The manifest declares search_docs, but server.registerTool('delete_files', ...) adds an unannounced capability on the McpServer-bound server identifier. Lurkr reports delete_files as a shadow capability.

Good:

import { McpServer } from '@modelcontextprotocol/server';

const server = new McpServer({ name: 'agent-server', version: '1.0.0' });
server.registerTool('search_docs', { description: 'd' }, async () => ({}));

The single reachable tool is declared, so this rule does not fire.

Known Limitations

  • If no supported manifest is present, the rule does not fire. Without a declared baseline, Lurkr cannot establish a declared-vs-imported delta.
  • Dynamic tool names such as name=tool_name_from_config (Python) or registerTool(getName(), ...) (TypeScript/JavaScript) are out of scope. Only static string literal names are compared. For Python decorator forms, the decorated function name is used as a fallback.
  • Cross-file function resolution such as Tool(func=external_module.helper) or handler references imported from another module is out of scope.
  • Reverse-delta detection, where a manifest declares a tool that is absent from code, is a future candidate.
  • Off-spec manifests may not be parsed. Lurkr supports the schema locations used by the manifest formats listed above.
  • snake_case normalization is intentionally conservative.
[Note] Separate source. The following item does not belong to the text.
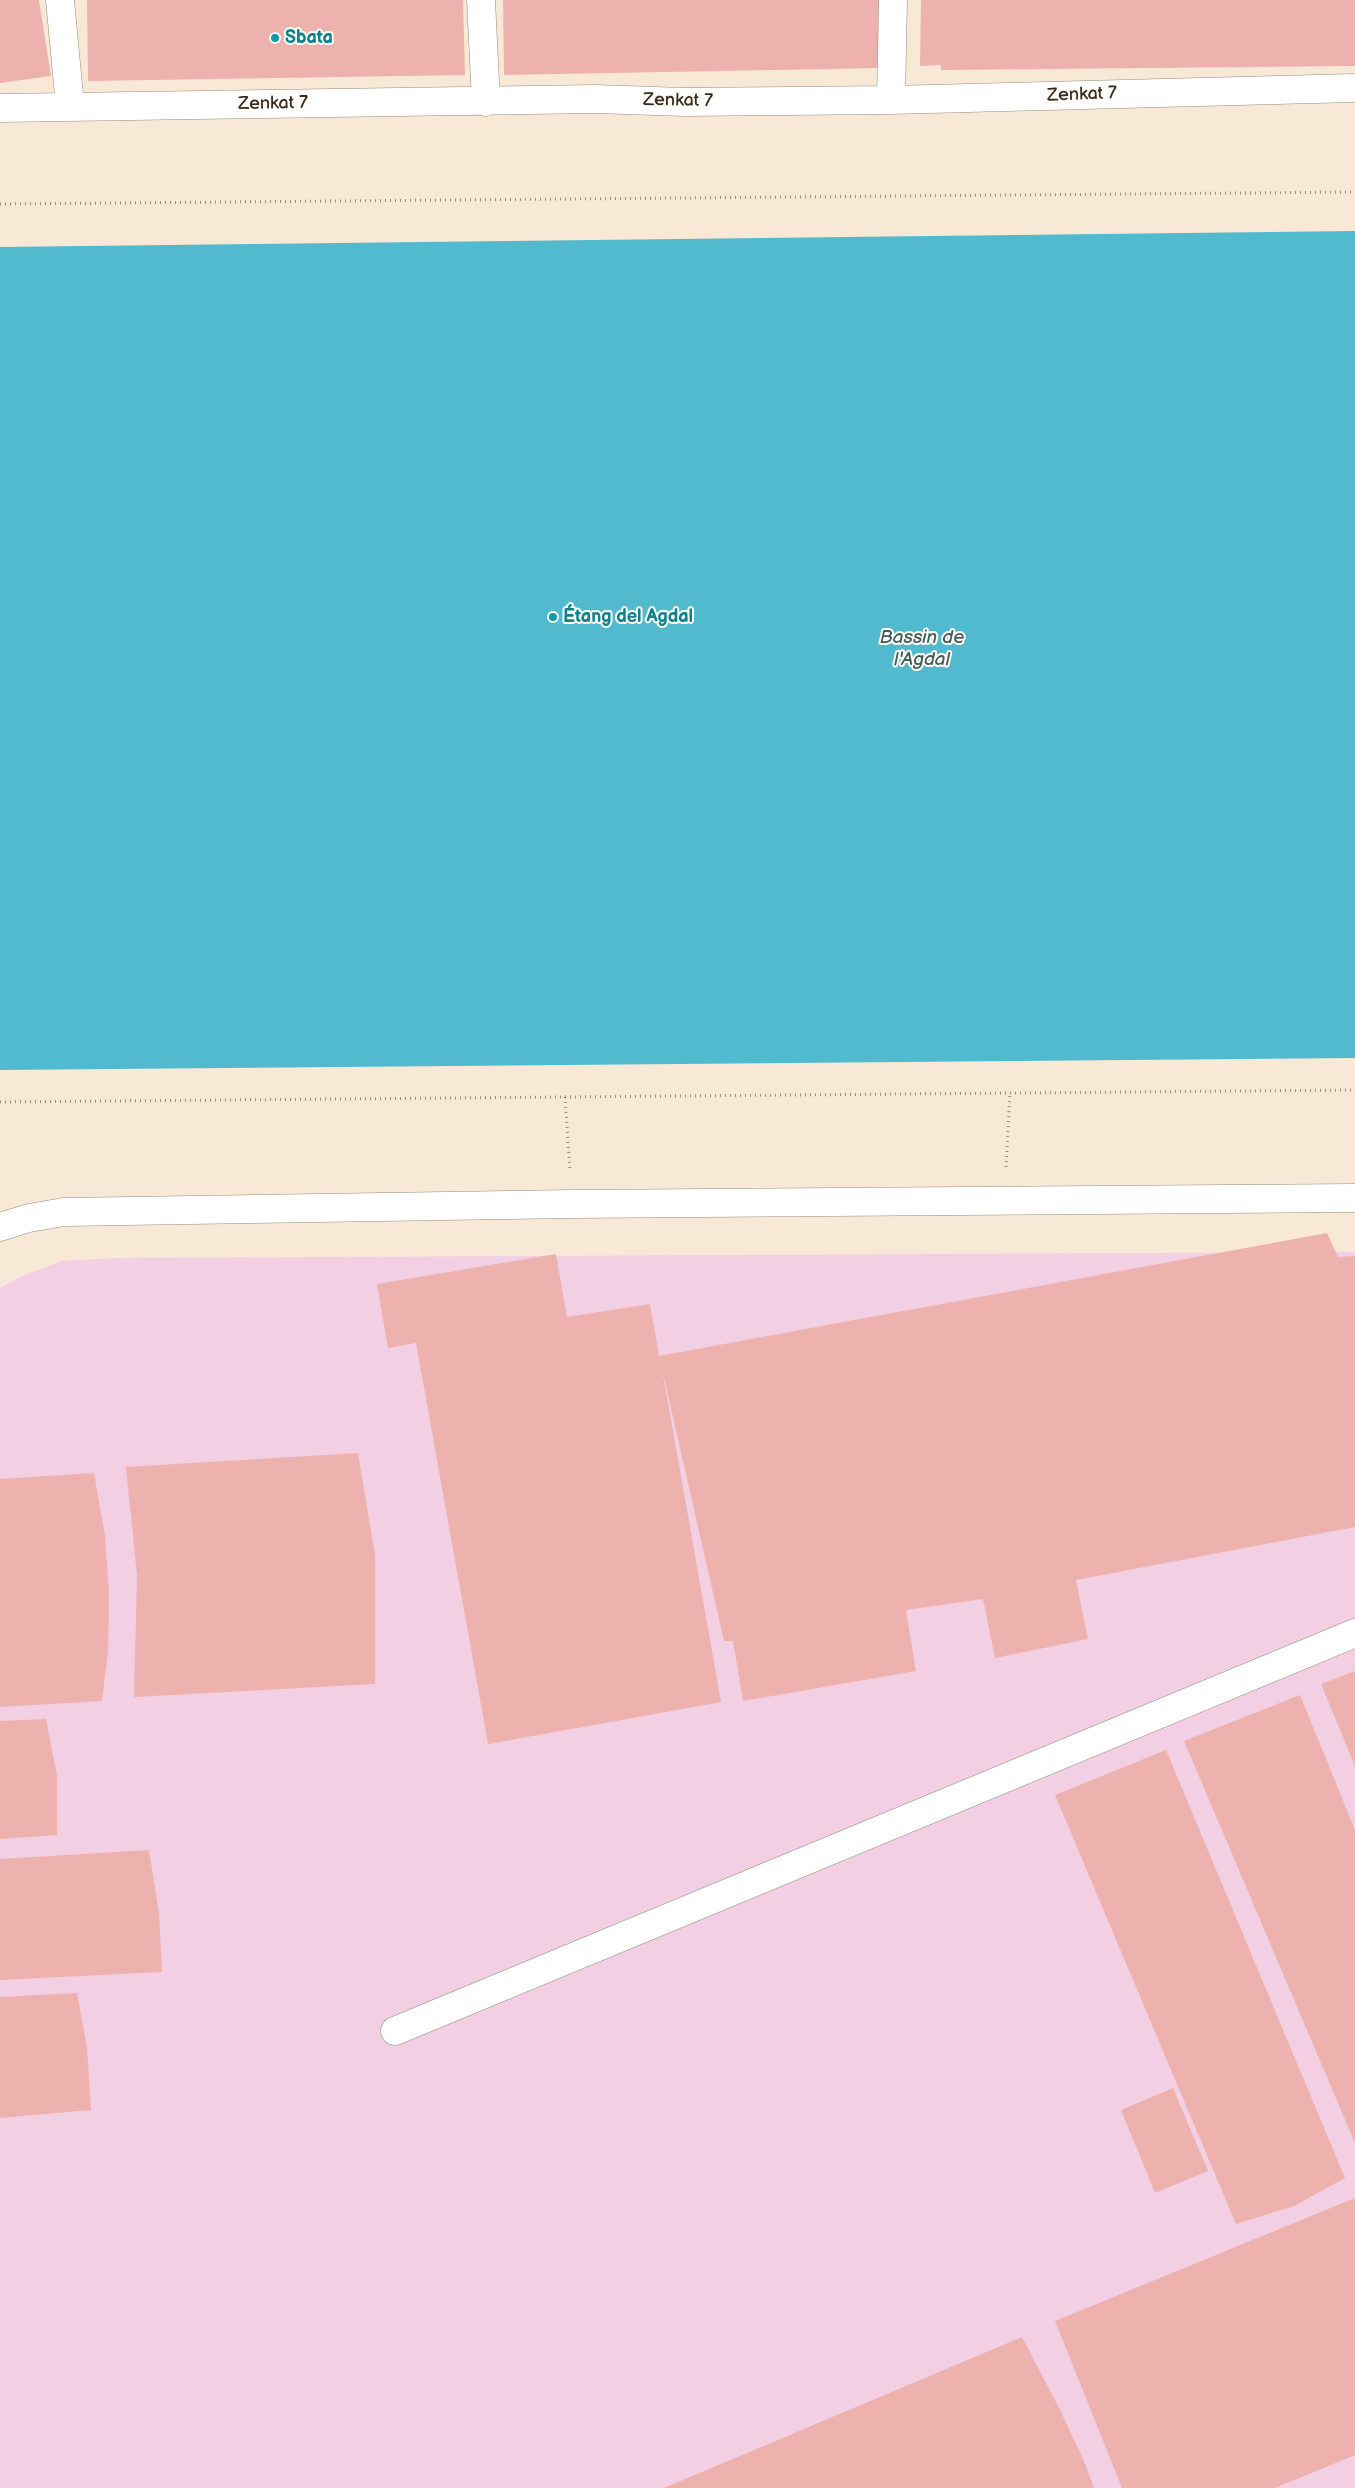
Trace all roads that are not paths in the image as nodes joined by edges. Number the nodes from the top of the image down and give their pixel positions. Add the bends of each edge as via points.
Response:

Acronym-heavy names can still have edge cases, so review findings in context.
  • TypeScript / JavaScript: identifier-bound, direct chained, parenthesised chained, namespace-qualified construction, and TypeScript-typed helper-wrapper parameter shapes are matched. The server.tool(...) shorthand and the low-level server.setRequestHandler("tools/call", ...) API are intentionally not flagged in this version.
  • TypeScript / JavaScript: untyped JavaScript helper wrappers, wrapper-name heuristics, tool arrays / forEach-style registration loops, and CommonJS namespace require shapes for registration sites are out of scope. Static tool names supplied via same-file top-level const NAME = "literal" ARE resolved when not locally shadowed; deeper resolution forms (let / var / call-result, template strings with interpolation, cross-file constants, dataflow) remain out of scope.
  • TypeScript / JavaScript: malformed sources (tree-sitter reports an error on the parsed root) and oversized sources (greater than 1 MB) are skipped silently.
  • TypeScript / JavaScript: a file may import McpServer from an official MCP package without constructing it locally. Without one of the supported registration shapes (identifier-bound new McpServer(...), direct or parenthesised chained construction, namespace-qualified construction, or a TypeScript-typed helper-wrapper parameter), the rule does not fire on calls in that file.

Remediation

Add the tool to the agent manifest if the capability is intended to be exposed and reviewed. Remove the tool registration (Python @tool / Tool(...) or TypeScript/JavaScript server.registerTool(...)) if the capability is not intended to be reachable. For sensitive tools, also require explicit approval and narrow input constraints before deployment.